The gradual reopening of the museums in the Canton of Ticino continues: the reopening of the Gandria Customs Museum is scheduled for tomorrow.
The building, built in 1904 and used as a place to protect the border until 1993, houses a unique museum of its kind, which has the task of illustrating and explaining to the public the importance of border management and its long tradition in Switzerland. Alongside the interesting and unusual permanent exhibition, which leads the visitor to discover the new challenges of Swiss customs, the museum, often in collaboration with local institutions, has always organized special exhibitions dedicated to current topics.
It is precisely with a temporary exhibition that the Customs Museum will reopen its doors to the public tomorrow: the Belle Époque tourism. It is a set of vintage posters that are placed in the late nineteenth century. As Lorenzo Sganzini, the curator of the exhibition, says, this exhbition want to tell the advent of Ticino in history of the world.
As recalled by Paolo Campione, Director of the Musec, it is in fact in this historical period that we begin to hear about the Ticino area both at a cultural and tourist level. These period posters propose Ticino as “the South of the North”, linking the Alpine ideal to the Mediterranean one in images, places and atmospheres that are immediately recognizable.
Images with a palpable identity and a strong historical characterization accompany the visitor to discover Ticino over a century ago, in which the lake is recognized as an element present in many posters. Just inside these representations, the public can realize how the idea of the lake itself has changed within the minds. It is no longer the extraordinary but somewhat forgotten lake of Fogazzaro, but rather a meeting place, meeting place, joviality, in an extremely connotating vision of the beginning of the new century.
This same idea is the one that leads, every year, between 8 and 10 thousand people to visit this jewel of culture nestled between lake and mountain, also thanks to the new management by the Museum of Cultures and the numerous institutional collaborations that the museum it has worked in the last period.
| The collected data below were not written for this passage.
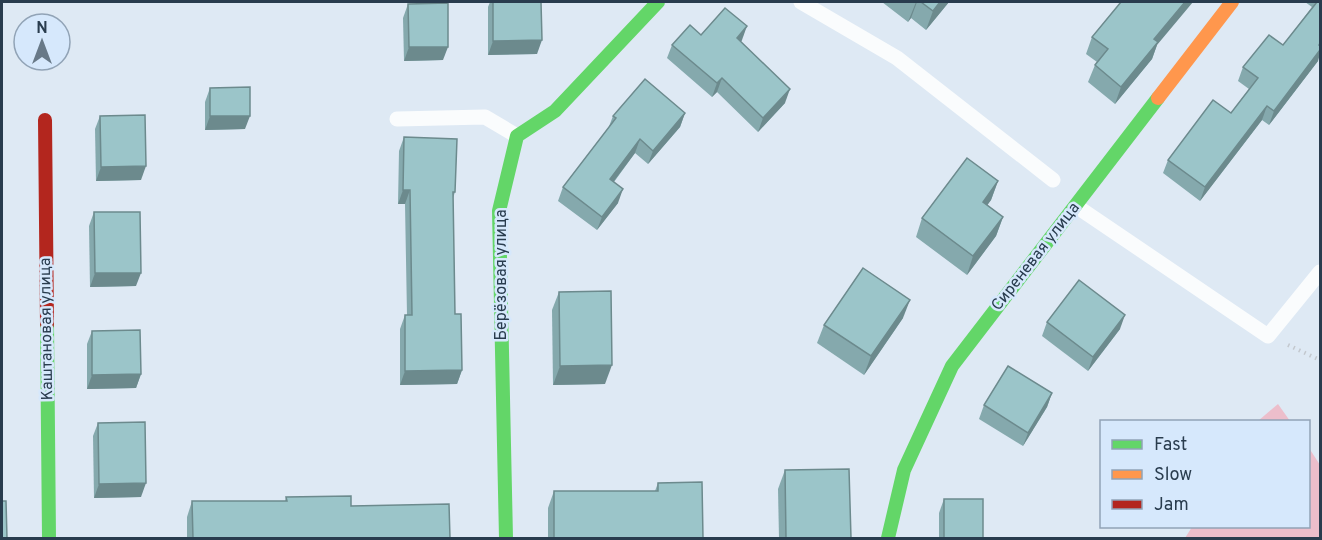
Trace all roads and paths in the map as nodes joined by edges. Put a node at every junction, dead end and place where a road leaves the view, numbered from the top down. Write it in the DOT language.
graph roads {
  1 [pos="658,2"];
  2 [pos="801,2"];
  3 [pos="1232,2"];
  4 [pos="397,119"];
  5 [pos="45,120"];
  6 [pos="517,136"];
  7 [pos="1053,180"];
  8 [pos="1076,206"];
  9 [pos="1320,272"];
  10 [pos="1268,336"];
  11 [pos="1320,360"];
  12 [pos="49,538"];
  13 [pos="506,538"];
  14 [pos="888,538"];
  1 -- 6 [label="street"];
  2 -- 7 [label="lane"];
  3 -- 8 [label="street, Сиреневая улица"];
  4 -- 6 [label="lane"];
  5 -- 12 [label="street, Каштановая улица"];
  6 -- 13 [label="street, Берёзовая улица"];
  8 -- 10 [label="lane"];
  8 -- 14 [label="street, Сиреневая улица"];
  9 -- 10 [label="lane"];
  10 -- 11 [label="path"];
}
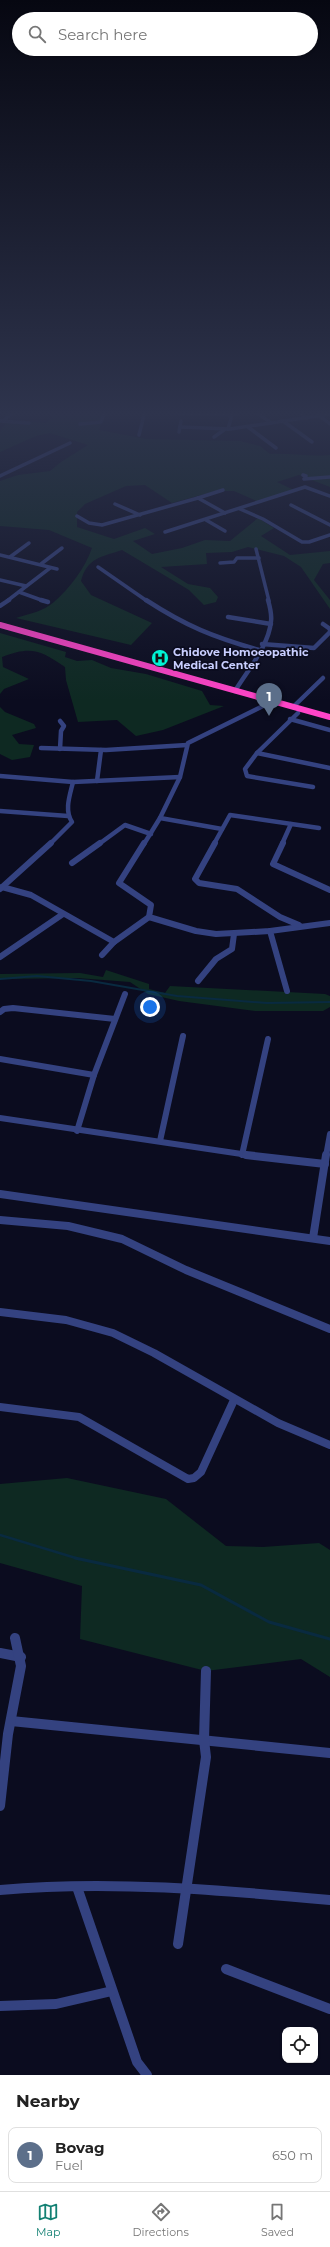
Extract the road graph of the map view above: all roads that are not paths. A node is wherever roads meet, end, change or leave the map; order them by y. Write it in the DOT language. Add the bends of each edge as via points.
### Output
graph roads {
  1 [pos="124,508"];
  2 [pos="164,508"];
  3 [pos="216,508"];
  4 [pos="243,508"];
  5 [pos="297,508"];
  6 [pos="240,509"];
  7 [pos="225,513"];
  8 [pos="140,515"];
  9 [pos="77,516"];
  10 [pos="206,520"];
  11 [pos="330,525"];
  12 [pos="225,531"];
  13 [pos="165,532"];
  14 [pos="330,535"];
  15 [pos="29,542"];
  16 [pos="62,548"];
  17 [pos="256,550"];
  18 [pos="0,555"];
  19 [pos="10,557"];
  20 [pos="259,558"];
  21 [pos="220,563"];
  22 [pos="41,564"];
  23 [pos="98,566"];
  24 [pos="50,568"];
  25 [pos="57,569"];
  26 [pos="0,580"];
  27 [pos="26,586"];
  28 [pos="19,592"];
  29 [pos="48,602"];
  30 [pos="0,606"];
  31 [pos="228,617"];
  32 [pos="271,624"];
  33 [pos="323,624"];
  34 [pos="0,625"];
  35 [pos="0,629"];
  36 [pos="262,644"];
  37 [pos="259,650"];
  38 [pos="323,678"];
  39 [pos="235,691"];
  40 [pos="267,704"];
  41 [pos="293,707"];
  42 [pos="298,713"];
  43 [pos="330,717"];
  44 [pos="290,719"];
  45 [pos="60,721"];
  46 [pos="330,722"];
  47 [pos="330,730"];
  48 [pos="187,745"];
  49 [pos="41,748"];
  50 [pos="60,749"];
  51 [pos="101,750"];
  52 [pos="257,753"];
  53 [pos="330,768"];
  54 [pos="0,776"];
  55 [pos="180,777"];
  56 [pos="97,781"];
  57 [pos="72,782"];
  58 [pos="313,787"];
  59 [pos="0,811"];
  60 [pos="68,816"];
  61 [pos="160,818"];
  62 [pos="291,824"];
  63 [pos="319,828"];
  64 [pos="222,829"];
  65 [pos="151,834"];
  66 [pos="72,864"];
  67 [pos="1,888"];
  68 [pos="330,890"];
  69 [pos="63,914"];
  70 [pos="149,917"];
  71 [pos="330,923"];
  72 [pos="300,925"];
  73 [pos="270,931"];
  74 [pos="234,934"];
  75 [pos="114,942"];
  76 [pos="102,955"];
  77 [pos="0,957"];
  78 [pos="198,981"];
  79 [pos="287,991"];
  80 [pos="124,994"];
  81 [pos="0,1012"];
  82 [pos="115,1019"];
  83 [pos="183,1036"];
  84 [pos="268,1039"];
  85 [pos="0,1059"];
  86 [pos="94,1075"];
  87 [pos="0,1118"];
  88 [pos="77,1130"];
  89 [pos="330,1134"];
  90 [pos="160,1142"];
  91 [pos="328,1154"];
  92 [pos="242,1155"];
  93 [pos="325,1164"];
  94 [pos="0,1194"];
  95 [pos="0,1220"];
  96 [pos="313,1238"];
  97 [pos="330,1241"];
  98 [pos="0,1312"];
  99 [pos="330,1329"];
  100 [pos="234,1400"];
  101 [pos="0,1407"];
  102 [pos="330,1445"];
  103 [pos="15,1638"];
  104 [pos="0,1653"];
  105 [pos="21,1656"];
  106 [pos="206,1671"];
  107 [pos="11,1721"];
  108 [pos="204,1740"];
  109 [pos="330,1753"];
  110 [pos="0,1806"];
  111 [pos="77,1887"];
  112 [pos="0,1890"];
  113 [pos="188,1890"];
  114 [pos="330,1900"];
  115 [pos="178,1944"];
  116 [pos="226,1969"];
  117 [pos="112,1991"];
  118 [pos="0,2006"];
  119 [pos="330,2009"];
  120 [pos="148,2075"];
  1 -- 8 [label="street"];
  2 -- 8 [label="street"];
  3 -- 7 [label="street"];
  4 -- 6 [label="street"];
  5 -- 11 [label="street"];
  6 -- 7 [label="street"];
  6 -- 14 [label="street" via="263,518 302,542"];
  7 -- 10 [label="street"];
  8 -- 9 [label="street" via="102,526 89,523"];
  10 -- 12 [label="street"];
  10 -- 13 [label="street"];
  15 -- 19 [label="street"];
  16 -- 22 [label="street"];
  17 -- 20 [label="street"];
  18 -- 19 [label="street"];
  19 -- 22 [label="street"];
  20 -- 21 [label="street" via="237,558 232,562"];
  20 -- 32 [label="street"];
  22 -- 24 [label="street"];
  23 -- 37 [label="street" via="176,620 216,638"];
  24 -- 25 [label="street"];
  24 -- 27 [label="street"];
  26 -- 27 [label="street"];
  27 -- 28 [label="street"];
  28 -- 29 [label="street"];
  28 -- 30 [label="street"];
  31 -- 32 [label="street"];
  32 -- 36 [label="street"];
  33 -- 36 [label="street" via="330,632 314,648"];
  34 -- 39 [label="highway"];
  35 -- 40 [label="highway"];
  36 -- 37 [label="street"];
  37 -- 39 [label="street"];
  38 -- 41 [label="street"];
  39 -- 41 [label="highway"];
  40 -- 42 [label="highway"];
  40 -- 48 [label="street"];
  41 -- 43 [label="highway"];
  42 -- 44 [label="street"];
  42 -- 46 [label="highway"];
  44 -- 47 [label="street"];
  44 -- 52 [label="street"];
  45 -- 50 [label="street" via="64,726 61,731"];
  48 -- 51 [label="street"];
  48 -- 55 [label="street"];
  49 -- 50 [label="street"];
  50 -- 51 [label="street"];
  51 -- 56 [label="street"];
  52 -- 53 [label="street"];
  52 -- 58 [label="street" via="245,769 247,776"];
  54 -- 57 [label="street"];
  55 -- 56 [label="street"];
  55 -- 61 [label="street"];
  56 -- 57 [label="street"];
  57 -- 60 [label="street"];
  59 -- 60 [label="street"];
  60 -- 67 [label="street" via="72,822 70,826"];
  61 -- 64 [label="street"];
  61 -- 65 [label="street"];
  62 -- 63 [label="street"];
  62 -- 64 [label="street" via="234,814"];
  62 -- 68 [label="street" via="273,864"];
  64 -- 72 [label="street" via="195,881 237,889 286,920"];
  65 -- 66 [label="street" via="125,825"];
  65 -- 70 [label="street" via="119,883 151,905"];
  67 -- 69 [label="street" via="31,895"];
  69 -- 75 [label="street"];
  69 -- 77 [label="street"];
  70 -- 74 [label="street" via="196,931"];
  70 -- 75 [label="street"];
  71 -- 72 [label="street"];
  72 -- 73 [label="street"];
  73 -- 74 [label="street"];
  73 -- 79 [label="street"];
  74 -- 78 [label="street" via="231,950 218,957"];
  75 -- 76 [label="street"];
  80 -- 82 [label="street"];
  81 -- 82 [label="street" via="13,1008"];
  82 -- 86 [label="street"];
  83 -- 90 [label="street"];
  84 -- 92 [label="street"];
  85 -- 86 [label="street"];
  86 -- 88 [label="street"];
  87 -- 88 [label="street"];
  88 -- 90 [label="street"];
  89 -- 91 [label="street"];
  90 -- 92 [label="street"];
  91 -- 93 [label="street"];
  92 -- 93 [label="street"];
  93 -- 96 [label="street"];
  94 -- 96 [label="street"];
  95 -- 99 [label="street" via="68,1226 122,1238 186,1270"];
  96 -- 97 [label="street"];
  98 -- 100 [label="street" via="60,1317 106,1330 158,1355"];
  100 -- 101 [label="street" via="201,1472 188,1479 79,1417"];
  100 -- 102 [label="street" via="279,1424"];
  103 -- 105 [label="street"];
  104 -- 105 [label="street"];
  105 -- 107 [label="street"];
  106 -- 108 [label="street"];
  107 -- 108 [label="street"];
  107 -- 110 [label="street"];
  108 -- 109 [label="street"];
  108 -- 113 [label="street" via="206,1757"];
  111 -- 112 [label="street" via="44,1885"];
  111 -- 113 [label="street"];
  111 -- 117 [label="street"];
  113 -- 114 [label="street"];
  113 -- 115 [label="street"];
  116 -- 119 [label="street"];
  117 -- 118 [label="street" via="56,2004"];
  117 -- 120 [label="street" via="137,2062"];
}
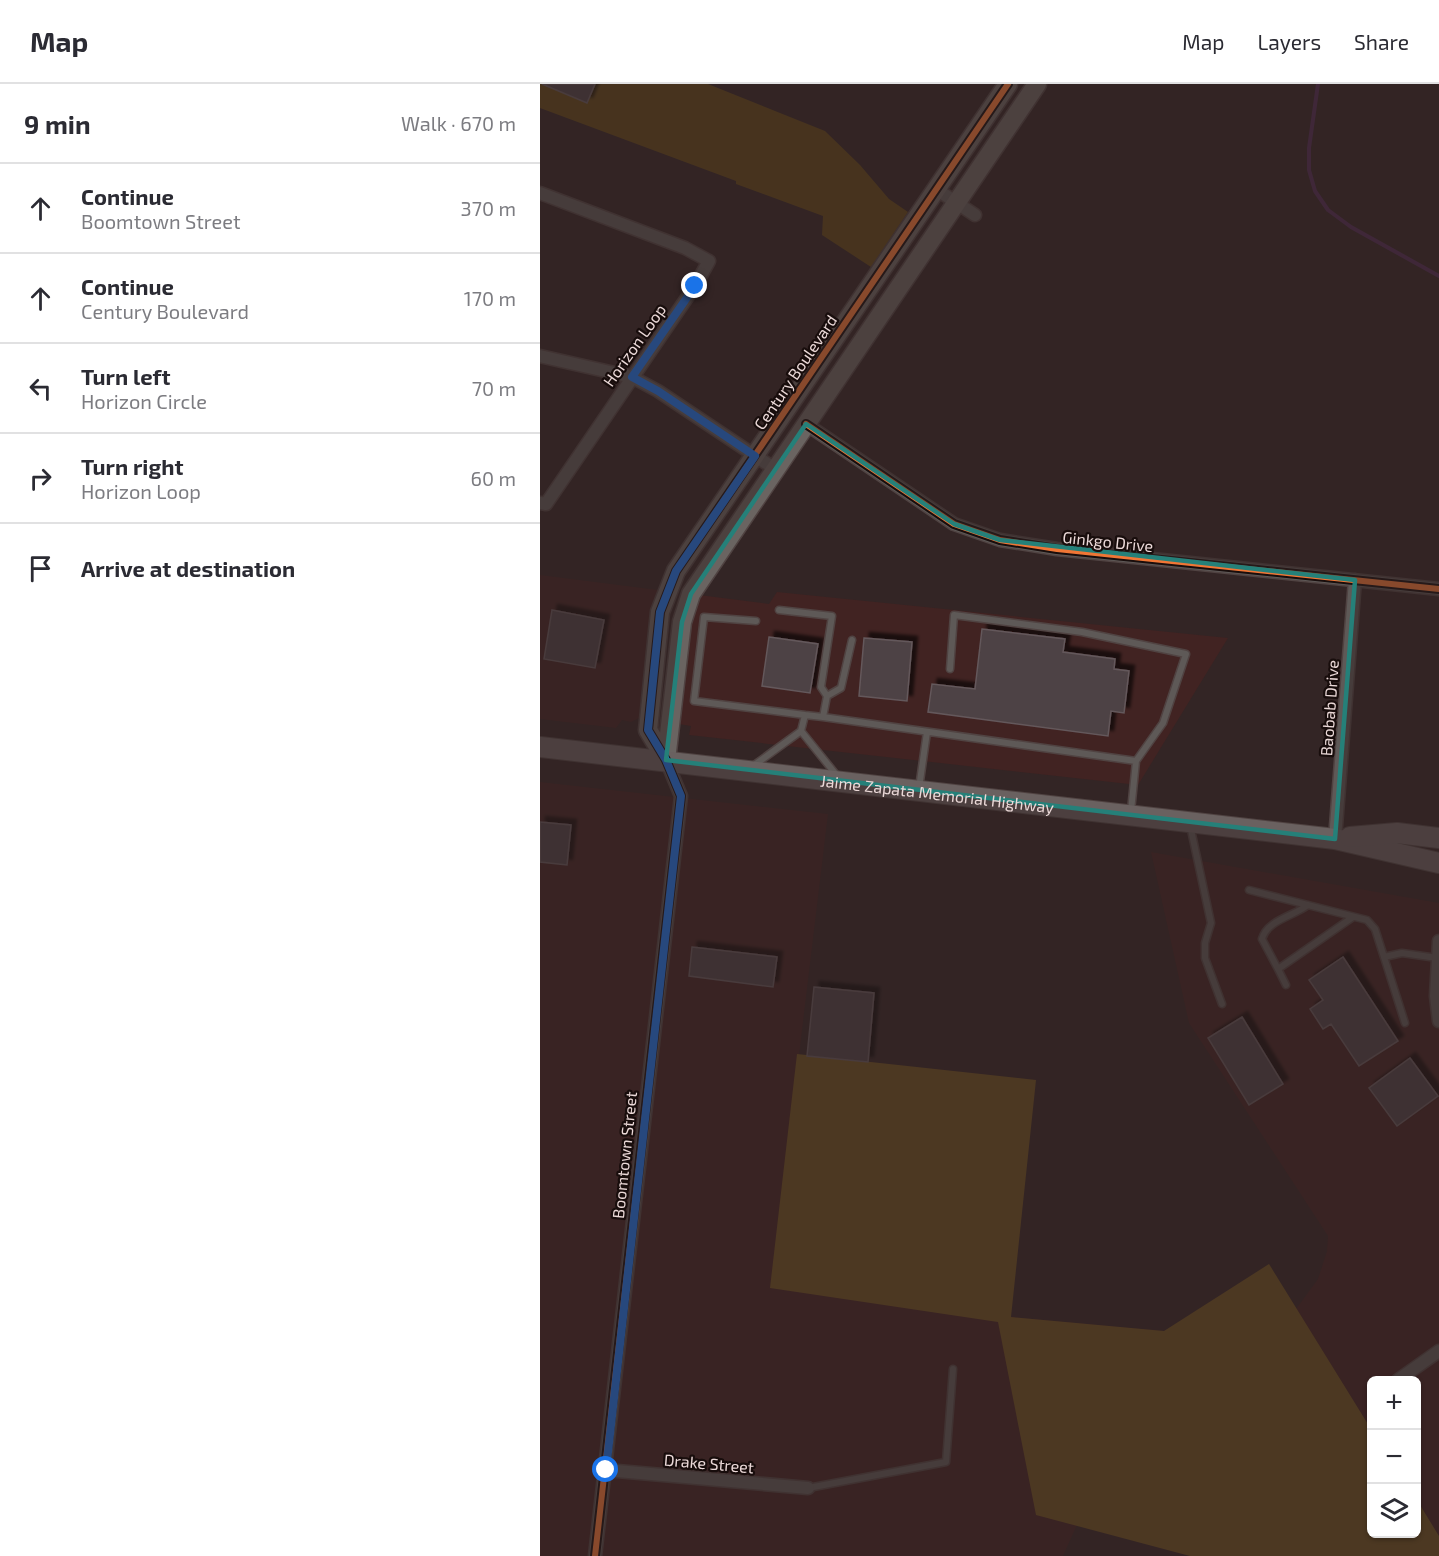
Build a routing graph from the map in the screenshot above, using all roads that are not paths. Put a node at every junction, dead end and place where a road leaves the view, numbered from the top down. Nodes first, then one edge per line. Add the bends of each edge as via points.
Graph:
1 (1008, 84) edge
2 (1037, 84) edge
3 (936, 189) junction
4 (540, 193) edge
5 (956, 203) junction
6 (975, 215) dead end
7 (540, 356) edge
8 (632, 377) junction
9 (806, 424) junction
10 (755, 456) junction
11 (775, 470) junction
12 (540, 503) edge
13 (1355, 579) junction
14 (1439, 589) edge
15 (779, 610) dead end
16 (684, 614) junction
17 (704, 617) junction
18 (756, 621) dead end
19 (852, 640) dead end
20 (950, 669) dead end
21 (827, 696) junction
22 (805, 715) junction
23 (823, 717) junction
24 (801, 731) junction
25 (927, 732) junction
26 (540, 747) edge
27 (666, 760) junction
28 (1136, 761) junction
29 (748, 770) junction
30 (842, 781) junction
31 (919, 790) junction
32 (1130, 815) junction
33 (1190, 822) junction
34 (1439, 838) edge
35 (1335, 839) junction
36 (1439, 863) edge
37 (1249, 890) dead end
38 (1308, 905) junction
39 (1353, 917) junction
40 (1439, 941) edge
41 (1384, 957) junction
42 (1437, 958) junction
43 (1278, 969) junction
44 (1286, 985) dead end
45 (1222, 1004) dead end
46 (1439, 1021) edge
47 (1405, 1023) dead end
48 (1439, 1351) edge
49 (953, 1369) dead end
50 (1404, 1376) edge
51 (606, 1470) junction
52 (808, 1488) joint
53 (595, 1556) edge

1 - 3 street, Century Boulevard
2 - 5 street
3 - 5 street
3 - 10 street, Century Boulevard
4 - 8 street, Horizon Loop via 685,248 709,261
5 - 6 street
5 - 9 street
7 - 8 street
8 - 10 street
8 - 12 street, Horizon Loop via 546,504
9 - 11 street
9 - 13 street, Ginkgo Drive via 954,524 1000,540
10 - 11 street
10 - 27 street, Century Boulevard via 676,571 660,612 648,730
11 - 16 street via 694,588
13 - 14 street, Ginkgo Drive
13 - 35 street, Baobab Drive
15 - 21 lane via 832,616 821,687
16 - 17 lane
16 - 27 street
17 - 18 lane
17 - 22 lane via 694,701
19 - 21 lane via 841,688
20 - 28 lane via 954,615 1082,632 1186,654 1163,723
21 - 23 lane
22 - 23 lane
22 - 24 lane
23 - 25 lane
24 - 29 lane
24 - 30 lane
25 - 28 lane
25 - 31 lane
26 - 27 main road, Jaime Zapata Memorial Highway
27 - 29 main road, Jaime Zapata Memorial Highway
27 - 51 street, Boomtown Street via 681,796
28 - 32 lane
29 - 30 main road, Jaime Zapata Memorial Highway
30 - 31 main road, Jaime Zapata Memorial Highway
31 - 32 main road, Jaime Zapata Memorial Highway
32 - 33 main road, Jaime Zapata Memorial Highway
33 - 35 main road, Jaime Zapata Memorial Highway
33 - 45 lane via 1211,923 1205,958
34 - 35 main road, Jaime Zapata Memorial Highway via 1397,833
35 - 36 main road, Jaime Zapata Memorial Highway
37 - 38 lane
38 - 39 lane
38 - 43 lane via 1264,933 1262,939
39 - 41 lane via 1366,920 1374,928
39 - 43 lane
40 - 42 street
41 - 42 lane via 1402,952
41 - 47 lane
42 - 46 street
43 - 44 lane
48 - 50 street
49 - 52 lane via 946,1462
51 - 52 street, Drake Street
51 - 53 street, Boomtown Street

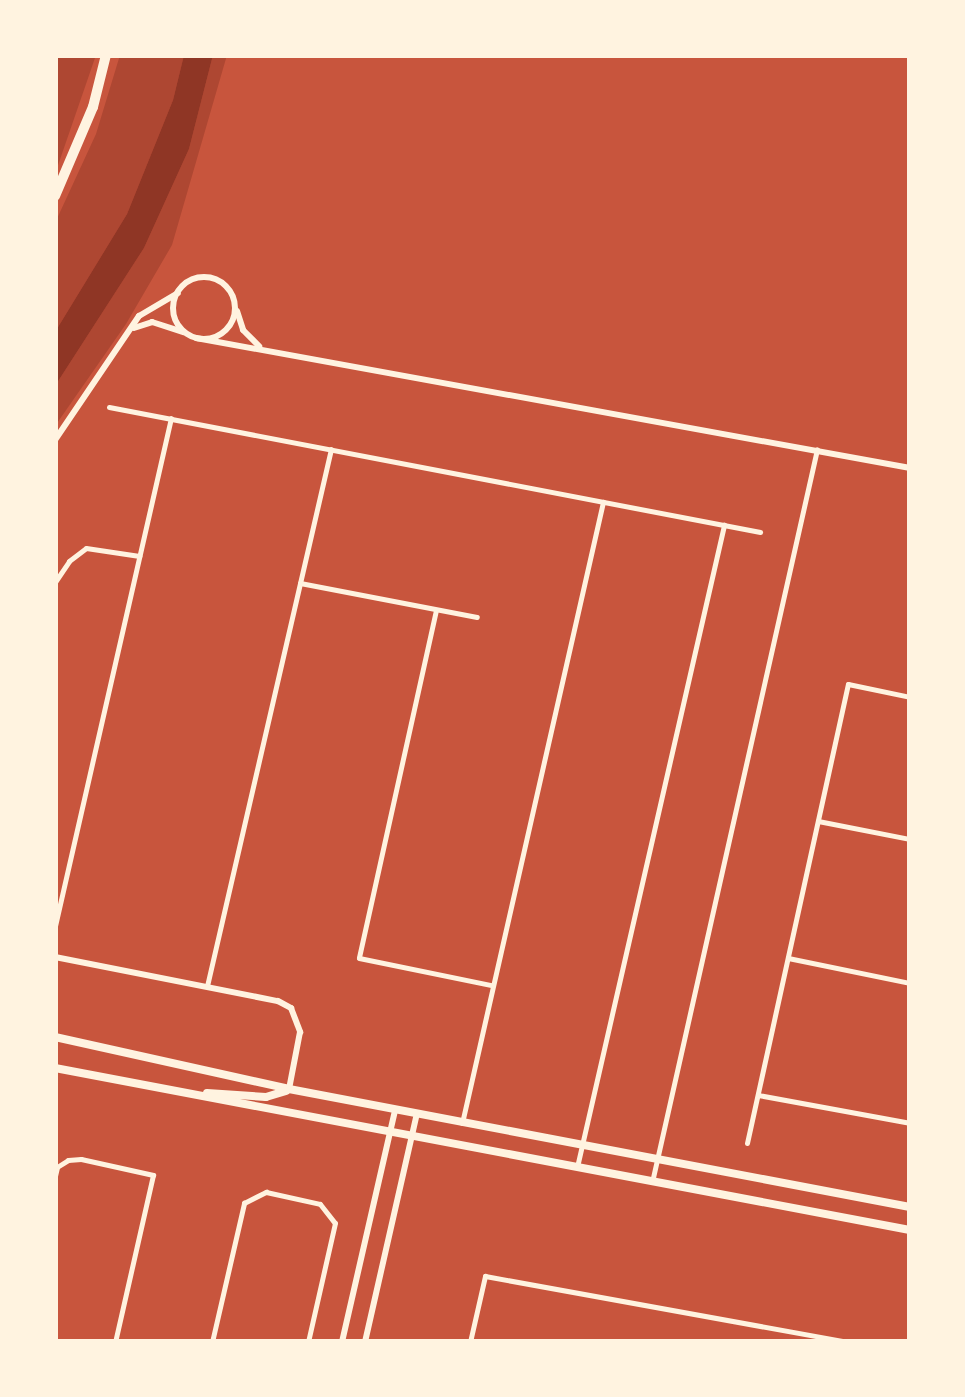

This reality, as small as it is precious, has been enhanced thanks to numerous interventions, also thanks to the work of Capitale Cultura International. It is also thanks to the support of the company, which deals with reception services to the public and the management of multimedia experiences, that it was possible to attend the museum not only to reopen in total safety, but also to find a perspective and a story to recount, in active recovery, conducted in synergy with the Museum of Cultures, which has made the Customs Museum a unique cultural and managerial level.